Benchmarking in cases that the scheduling heuristics handle poorly.
(Of course, for people doing benchmarks, a 5% performance deficit can
qualify as "handle poorly".) This has been the most frequent use of
hand-placing/binding things in ptx. It turns out that most real customer
applications are complex and dynamic enough that hand tuning does not help
much. Benchmarks, however, -are- often helped by hand tuning, and there
are some (not many, but some) real customer apps that are helped by hand
tuning. In addition, hand tuning/placement was sometimes used to work
around performance bugs (e.g., poor heuristics) while they were being
fixed.
> > > I also remember thread wanting to be close to IPC conduit, was the
> > example
> > > that two threads were communicating via pipes, and both should be near
> > the
> > > kernel maintained buffer for the pipe? Or was it something else? I
> > thought
> > > we decided this could be handled by asking the kernel to schedule the
> > > threads on the same node, so that (hopefully) the kernel buffer would be
> > > on the same node.
> >
> > Although this does work, it has the undesirable effect of preventing
> > migration
> > (on systems that benefit from migration). By specifying that a pair of
> > tasks should be "linked", the kernel is free to migrate tasks as needed
> > to handle overload situations, while still keeping the pair of tasks close
> > to each other.
>
> Could you explain how this _should_ work? AFAICS, the kernel needs to
> be told that 2 threads need to be near each other. The kernel does put
> them near each other. The ipc kernel buffers get allocated near both of
> them. Then the kernel needs to migrate some processes. Since the threads
> have been "linked" before, they are migrated and relocated somewhere
> else, near each other again. What happens to the ipc kernel buffer? Who
> relocates that? Internally, does the kernel also try to migrate the
> objects that each of the relocated processes is using?
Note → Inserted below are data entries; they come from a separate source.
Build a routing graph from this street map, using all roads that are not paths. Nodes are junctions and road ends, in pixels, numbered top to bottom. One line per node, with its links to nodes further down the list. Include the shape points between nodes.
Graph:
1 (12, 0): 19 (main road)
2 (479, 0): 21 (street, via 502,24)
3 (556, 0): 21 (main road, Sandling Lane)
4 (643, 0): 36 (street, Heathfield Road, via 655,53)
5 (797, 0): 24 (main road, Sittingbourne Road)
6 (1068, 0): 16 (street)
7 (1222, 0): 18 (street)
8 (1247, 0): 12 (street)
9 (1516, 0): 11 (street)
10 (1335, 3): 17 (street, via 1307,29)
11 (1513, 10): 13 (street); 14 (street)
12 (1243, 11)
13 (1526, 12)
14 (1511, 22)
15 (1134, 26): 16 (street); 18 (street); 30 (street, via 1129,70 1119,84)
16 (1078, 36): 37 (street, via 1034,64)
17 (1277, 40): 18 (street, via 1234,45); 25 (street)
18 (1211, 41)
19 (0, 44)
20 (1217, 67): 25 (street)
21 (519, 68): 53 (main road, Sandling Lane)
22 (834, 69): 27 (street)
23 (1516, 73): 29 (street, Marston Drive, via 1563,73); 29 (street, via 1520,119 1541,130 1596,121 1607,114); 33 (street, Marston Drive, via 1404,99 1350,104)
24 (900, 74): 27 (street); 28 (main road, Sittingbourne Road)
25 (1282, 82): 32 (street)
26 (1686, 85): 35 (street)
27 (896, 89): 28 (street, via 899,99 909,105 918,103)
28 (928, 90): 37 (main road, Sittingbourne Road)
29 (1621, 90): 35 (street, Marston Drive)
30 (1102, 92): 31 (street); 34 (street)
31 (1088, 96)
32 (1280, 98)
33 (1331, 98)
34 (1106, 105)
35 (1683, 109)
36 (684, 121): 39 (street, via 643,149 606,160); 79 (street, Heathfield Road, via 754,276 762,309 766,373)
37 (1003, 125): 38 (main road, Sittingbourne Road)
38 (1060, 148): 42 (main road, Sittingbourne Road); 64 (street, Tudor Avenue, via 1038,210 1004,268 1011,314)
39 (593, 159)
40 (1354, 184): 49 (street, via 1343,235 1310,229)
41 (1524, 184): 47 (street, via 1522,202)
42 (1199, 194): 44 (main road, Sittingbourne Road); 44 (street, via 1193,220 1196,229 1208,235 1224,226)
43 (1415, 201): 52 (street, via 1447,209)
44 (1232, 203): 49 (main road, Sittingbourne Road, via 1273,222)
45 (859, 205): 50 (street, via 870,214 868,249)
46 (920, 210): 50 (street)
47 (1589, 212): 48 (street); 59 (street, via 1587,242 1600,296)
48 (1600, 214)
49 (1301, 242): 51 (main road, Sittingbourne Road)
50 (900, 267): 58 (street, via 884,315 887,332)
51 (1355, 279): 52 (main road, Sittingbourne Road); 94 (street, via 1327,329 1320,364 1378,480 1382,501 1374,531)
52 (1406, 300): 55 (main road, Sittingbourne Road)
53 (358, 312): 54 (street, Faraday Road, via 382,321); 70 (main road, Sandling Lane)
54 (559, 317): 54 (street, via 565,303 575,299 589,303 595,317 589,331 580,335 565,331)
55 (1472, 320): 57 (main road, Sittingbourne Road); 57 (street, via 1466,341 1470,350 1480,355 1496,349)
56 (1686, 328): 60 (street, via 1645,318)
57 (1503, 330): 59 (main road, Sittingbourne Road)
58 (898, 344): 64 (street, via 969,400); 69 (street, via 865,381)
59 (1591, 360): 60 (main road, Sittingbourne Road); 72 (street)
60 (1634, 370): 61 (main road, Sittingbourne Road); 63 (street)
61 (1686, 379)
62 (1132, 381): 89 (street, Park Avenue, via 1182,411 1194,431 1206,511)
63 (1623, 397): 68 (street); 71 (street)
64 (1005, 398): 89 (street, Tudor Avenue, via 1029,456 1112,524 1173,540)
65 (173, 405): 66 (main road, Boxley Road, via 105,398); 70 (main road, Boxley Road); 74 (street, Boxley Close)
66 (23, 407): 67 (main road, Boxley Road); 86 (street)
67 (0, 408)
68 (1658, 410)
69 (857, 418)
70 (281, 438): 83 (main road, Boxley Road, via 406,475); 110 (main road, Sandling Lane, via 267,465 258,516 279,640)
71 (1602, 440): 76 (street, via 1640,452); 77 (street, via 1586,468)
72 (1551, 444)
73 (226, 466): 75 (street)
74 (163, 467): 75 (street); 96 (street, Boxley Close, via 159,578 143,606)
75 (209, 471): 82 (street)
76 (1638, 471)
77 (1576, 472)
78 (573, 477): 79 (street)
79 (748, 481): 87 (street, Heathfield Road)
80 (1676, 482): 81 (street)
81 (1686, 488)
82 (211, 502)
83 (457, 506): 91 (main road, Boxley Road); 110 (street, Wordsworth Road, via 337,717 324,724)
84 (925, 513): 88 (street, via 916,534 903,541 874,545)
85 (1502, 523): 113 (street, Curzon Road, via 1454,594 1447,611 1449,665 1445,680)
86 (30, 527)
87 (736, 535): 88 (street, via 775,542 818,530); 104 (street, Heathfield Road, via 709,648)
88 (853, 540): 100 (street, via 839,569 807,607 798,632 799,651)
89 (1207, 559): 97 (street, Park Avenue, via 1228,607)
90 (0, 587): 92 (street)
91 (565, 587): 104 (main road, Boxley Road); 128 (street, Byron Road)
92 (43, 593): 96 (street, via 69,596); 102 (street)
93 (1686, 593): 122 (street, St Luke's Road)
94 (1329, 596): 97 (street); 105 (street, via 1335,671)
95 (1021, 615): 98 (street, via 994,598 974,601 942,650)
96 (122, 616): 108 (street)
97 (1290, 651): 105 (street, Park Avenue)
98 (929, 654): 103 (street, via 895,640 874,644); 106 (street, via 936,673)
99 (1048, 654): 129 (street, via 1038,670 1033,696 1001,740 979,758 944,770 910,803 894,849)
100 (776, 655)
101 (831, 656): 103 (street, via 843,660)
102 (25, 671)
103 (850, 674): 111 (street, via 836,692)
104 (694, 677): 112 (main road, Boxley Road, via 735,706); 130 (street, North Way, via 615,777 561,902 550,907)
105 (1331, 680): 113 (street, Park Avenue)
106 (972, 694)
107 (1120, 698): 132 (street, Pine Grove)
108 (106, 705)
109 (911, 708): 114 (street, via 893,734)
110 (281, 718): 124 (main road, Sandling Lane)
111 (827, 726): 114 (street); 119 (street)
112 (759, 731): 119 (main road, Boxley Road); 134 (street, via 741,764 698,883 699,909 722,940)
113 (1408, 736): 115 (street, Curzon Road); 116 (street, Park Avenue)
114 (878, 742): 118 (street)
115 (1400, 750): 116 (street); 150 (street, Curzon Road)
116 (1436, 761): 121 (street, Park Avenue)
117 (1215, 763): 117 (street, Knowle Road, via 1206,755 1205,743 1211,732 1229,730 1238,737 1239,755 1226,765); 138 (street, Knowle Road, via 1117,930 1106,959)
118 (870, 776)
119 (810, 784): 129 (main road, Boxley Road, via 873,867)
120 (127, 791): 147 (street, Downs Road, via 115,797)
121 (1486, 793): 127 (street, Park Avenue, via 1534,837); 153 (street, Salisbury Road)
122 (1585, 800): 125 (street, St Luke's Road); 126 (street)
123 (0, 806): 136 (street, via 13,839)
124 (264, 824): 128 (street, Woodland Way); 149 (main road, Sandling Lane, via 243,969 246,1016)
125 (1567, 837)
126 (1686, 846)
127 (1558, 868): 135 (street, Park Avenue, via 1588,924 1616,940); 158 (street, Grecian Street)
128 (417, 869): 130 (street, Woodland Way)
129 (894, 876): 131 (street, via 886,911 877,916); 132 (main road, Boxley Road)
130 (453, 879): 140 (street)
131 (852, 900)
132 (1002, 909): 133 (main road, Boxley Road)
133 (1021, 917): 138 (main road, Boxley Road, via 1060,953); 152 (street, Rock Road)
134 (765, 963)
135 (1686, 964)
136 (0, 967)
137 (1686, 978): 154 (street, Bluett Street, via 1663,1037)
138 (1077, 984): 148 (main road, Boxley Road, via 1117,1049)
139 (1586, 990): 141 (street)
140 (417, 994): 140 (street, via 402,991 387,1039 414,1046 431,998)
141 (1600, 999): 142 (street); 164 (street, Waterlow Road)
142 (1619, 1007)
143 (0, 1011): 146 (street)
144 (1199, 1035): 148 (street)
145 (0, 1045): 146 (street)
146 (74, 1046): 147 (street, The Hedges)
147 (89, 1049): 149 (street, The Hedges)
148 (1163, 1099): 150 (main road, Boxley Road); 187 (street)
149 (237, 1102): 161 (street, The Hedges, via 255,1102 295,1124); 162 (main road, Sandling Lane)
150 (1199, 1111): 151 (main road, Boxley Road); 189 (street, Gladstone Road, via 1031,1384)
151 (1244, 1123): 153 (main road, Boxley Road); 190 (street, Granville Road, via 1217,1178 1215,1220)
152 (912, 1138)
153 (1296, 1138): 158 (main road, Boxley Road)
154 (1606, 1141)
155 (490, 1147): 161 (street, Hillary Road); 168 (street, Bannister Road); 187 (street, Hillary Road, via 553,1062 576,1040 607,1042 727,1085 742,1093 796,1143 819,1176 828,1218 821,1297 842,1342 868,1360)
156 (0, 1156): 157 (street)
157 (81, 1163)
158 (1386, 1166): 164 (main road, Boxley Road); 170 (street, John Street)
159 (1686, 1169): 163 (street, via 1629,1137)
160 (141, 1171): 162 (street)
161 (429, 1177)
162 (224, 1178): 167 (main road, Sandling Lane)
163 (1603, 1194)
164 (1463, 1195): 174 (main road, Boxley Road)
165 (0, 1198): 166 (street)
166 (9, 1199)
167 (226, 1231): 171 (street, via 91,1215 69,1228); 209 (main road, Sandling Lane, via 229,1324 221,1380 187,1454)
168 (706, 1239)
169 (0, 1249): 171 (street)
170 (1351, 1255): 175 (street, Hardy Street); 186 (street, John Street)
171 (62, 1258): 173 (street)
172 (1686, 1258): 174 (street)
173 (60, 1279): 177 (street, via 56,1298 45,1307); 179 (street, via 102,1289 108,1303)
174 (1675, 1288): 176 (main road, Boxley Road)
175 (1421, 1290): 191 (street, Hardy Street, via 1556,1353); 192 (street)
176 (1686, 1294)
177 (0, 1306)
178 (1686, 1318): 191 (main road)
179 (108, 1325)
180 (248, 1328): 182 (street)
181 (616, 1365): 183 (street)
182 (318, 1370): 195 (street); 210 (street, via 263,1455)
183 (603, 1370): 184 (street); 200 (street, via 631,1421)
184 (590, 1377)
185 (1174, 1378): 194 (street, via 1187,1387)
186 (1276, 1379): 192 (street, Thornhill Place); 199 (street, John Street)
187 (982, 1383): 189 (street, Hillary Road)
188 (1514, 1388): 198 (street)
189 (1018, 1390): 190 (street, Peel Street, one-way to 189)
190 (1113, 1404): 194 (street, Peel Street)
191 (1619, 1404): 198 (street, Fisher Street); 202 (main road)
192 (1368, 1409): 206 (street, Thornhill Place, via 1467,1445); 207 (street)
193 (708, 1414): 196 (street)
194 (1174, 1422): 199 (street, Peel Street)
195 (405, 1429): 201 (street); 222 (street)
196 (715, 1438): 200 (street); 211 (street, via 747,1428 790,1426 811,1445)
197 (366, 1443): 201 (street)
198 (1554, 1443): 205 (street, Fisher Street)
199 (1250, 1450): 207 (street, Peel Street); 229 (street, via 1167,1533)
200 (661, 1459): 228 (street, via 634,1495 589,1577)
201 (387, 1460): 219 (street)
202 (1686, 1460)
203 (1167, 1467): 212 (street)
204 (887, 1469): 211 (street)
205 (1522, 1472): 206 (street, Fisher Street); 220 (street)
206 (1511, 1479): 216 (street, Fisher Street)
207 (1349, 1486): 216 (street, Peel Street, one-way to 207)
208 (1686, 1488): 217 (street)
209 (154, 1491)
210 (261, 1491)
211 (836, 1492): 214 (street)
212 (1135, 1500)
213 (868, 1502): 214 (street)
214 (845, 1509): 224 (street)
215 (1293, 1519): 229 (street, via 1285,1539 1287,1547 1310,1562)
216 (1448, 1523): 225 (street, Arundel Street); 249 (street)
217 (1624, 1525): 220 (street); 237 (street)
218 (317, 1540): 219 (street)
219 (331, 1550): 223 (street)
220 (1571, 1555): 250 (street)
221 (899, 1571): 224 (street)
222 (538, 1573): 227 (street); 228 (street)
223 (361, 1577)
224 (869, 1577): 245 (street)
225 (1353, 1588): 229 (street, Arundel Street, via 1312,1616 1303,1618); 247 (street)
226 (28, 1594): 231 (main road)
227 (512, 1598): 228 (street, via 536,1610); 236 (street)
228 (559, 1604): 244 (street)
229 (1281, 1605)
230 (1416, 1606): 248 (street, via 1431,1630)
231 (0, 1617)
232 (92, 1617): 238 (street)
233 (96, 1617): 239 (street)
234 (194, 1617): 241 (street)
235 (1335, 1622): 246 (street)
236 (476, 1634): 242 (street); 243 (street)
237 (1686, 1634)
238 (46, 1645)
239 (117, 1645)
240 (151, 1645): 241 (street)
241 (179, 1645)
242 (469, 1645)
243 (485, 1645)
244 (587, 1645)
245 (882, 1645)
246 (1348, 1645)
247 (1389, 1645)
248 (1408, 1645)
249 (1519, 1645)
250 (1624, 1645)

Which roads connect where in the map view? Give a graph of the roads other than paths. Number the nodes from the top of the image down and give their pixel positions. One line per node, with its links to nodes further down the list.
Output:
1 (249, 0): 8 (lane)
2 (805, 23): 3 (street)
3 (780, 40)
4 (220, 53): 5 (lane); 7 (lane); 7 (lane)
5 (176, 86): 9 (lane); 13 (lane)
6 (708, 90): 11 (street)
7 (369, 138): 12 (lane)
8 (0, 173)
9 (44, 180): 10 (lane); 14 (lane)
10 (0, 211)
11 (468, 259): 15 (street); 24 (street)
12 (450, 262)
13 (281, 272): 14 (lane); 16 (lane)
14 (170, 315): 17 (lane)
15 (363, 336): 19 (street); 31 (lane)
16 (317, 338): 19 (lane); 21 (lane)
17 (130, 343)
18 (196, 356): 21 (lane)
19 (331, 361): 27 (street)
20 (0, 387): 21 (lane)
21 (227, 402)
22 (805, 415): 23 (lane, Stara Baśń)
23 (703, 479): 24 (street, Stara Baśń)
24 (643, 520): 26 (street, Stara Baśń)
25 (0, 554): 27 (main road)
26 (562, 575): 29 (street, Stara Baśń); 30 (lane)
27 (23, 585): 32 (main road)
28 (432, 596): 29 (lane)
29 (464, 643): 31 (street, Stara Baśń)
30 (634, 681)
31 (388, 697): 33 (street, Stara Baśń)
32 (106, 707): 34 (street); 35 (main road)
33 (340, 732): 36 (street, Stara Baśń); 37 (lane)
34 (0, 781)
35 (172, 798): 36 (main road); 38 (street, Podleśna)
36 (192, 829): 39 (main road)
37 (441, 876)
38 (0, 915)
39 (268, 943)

In ptx, there are two cases: 1) there is a fixed per-connection IPC
buffer, which will be small enough to reside comfortably in the per-node
cache, and 2) there is no fixed buffer (think TCP), in which case, the
STREAMS buffers/mbufs will be allocated "close" to the two threads.
In the second case, there may be a short interval during which the
STREAMS buffers/mbufs are in the wrong place, but once these are
consumed, all is well. One could of course imagine migrating a fixed
IPC buffer, but this seems like something one tunes if workloads
demonstrate that it is valuable.
> > > Is there a reason other than the above for two threads to be wanting to
> > > be on the same cpu (I know IBM has the concept of sharing cache affinity
> > > between multiple threads)? Or being on the same node (forget node level
> > > caches, local snoops etc)?
> >
> > Those of us working on machines with node-level caches and/or local snoops
> > are not likely to forget them -- performance measurements will remind us
> > of them if we try to do so. ;-)
>
> I was saying "forget" in the sense that I already know about this, what
> other reasons are there?
The only other reason I can come up with off the top of my head is the
case where memory migrates along with the threads, so that keeping the
threads on the same node allows the shared memory to be migrated to
the node that both the threads are running on.
> > > > Can we simplify this? In most architectures I have dealt with, you can
> > > > do pretty well just by counting "hops" through nodes or interconnects.
> > >
> > > Yes, that was my expectation too. Platform code is perfectly welcome to
> > > set distance[i][j] = 1.6 for 1 hop, 4.7 for 2 hops etc though. For most,
> > > 1 for 1 hop, 2 for 2 hops would work fine, I suspect.
> >
> > In these cases, it would be helpful to have a mapping from hops to
> > distance,
> > perhaps something like hops_to_dist[i] giving the distance corresponding to
> > the given number of hops. If I was writing an app that cared about the
> > detailed performance of the machine, I might be tempted to just measure it!
> > Thoughts?
>
> Hmm, whatever made you think the value of hops_to_dist[i] would just
> depend on i? It could very well depend on the two end nodes involved
> in the hop. :-) Or more appropriately, on the characteristics of switches
> and routers involved in the path.
I agree that hops_to_dist[i] would very likely depend on all sorts of
things, including the amount of competing traffic along the path.
The thing that I am curious about is whether an application using
such a simple (and thus less accurate) view of the machine could
do almost as well as an application using a more detailed view.
> I think having a single distance vector is a good starting point. We can
> refine it, if an architecture needs it later.
My reaction would be to look at the code needed to perform the eight
operations listed near the beginning of the message (give or take some
not needed and additional ones that I didn't think to include).
Has anyone already looked into this?
Thanx, Paul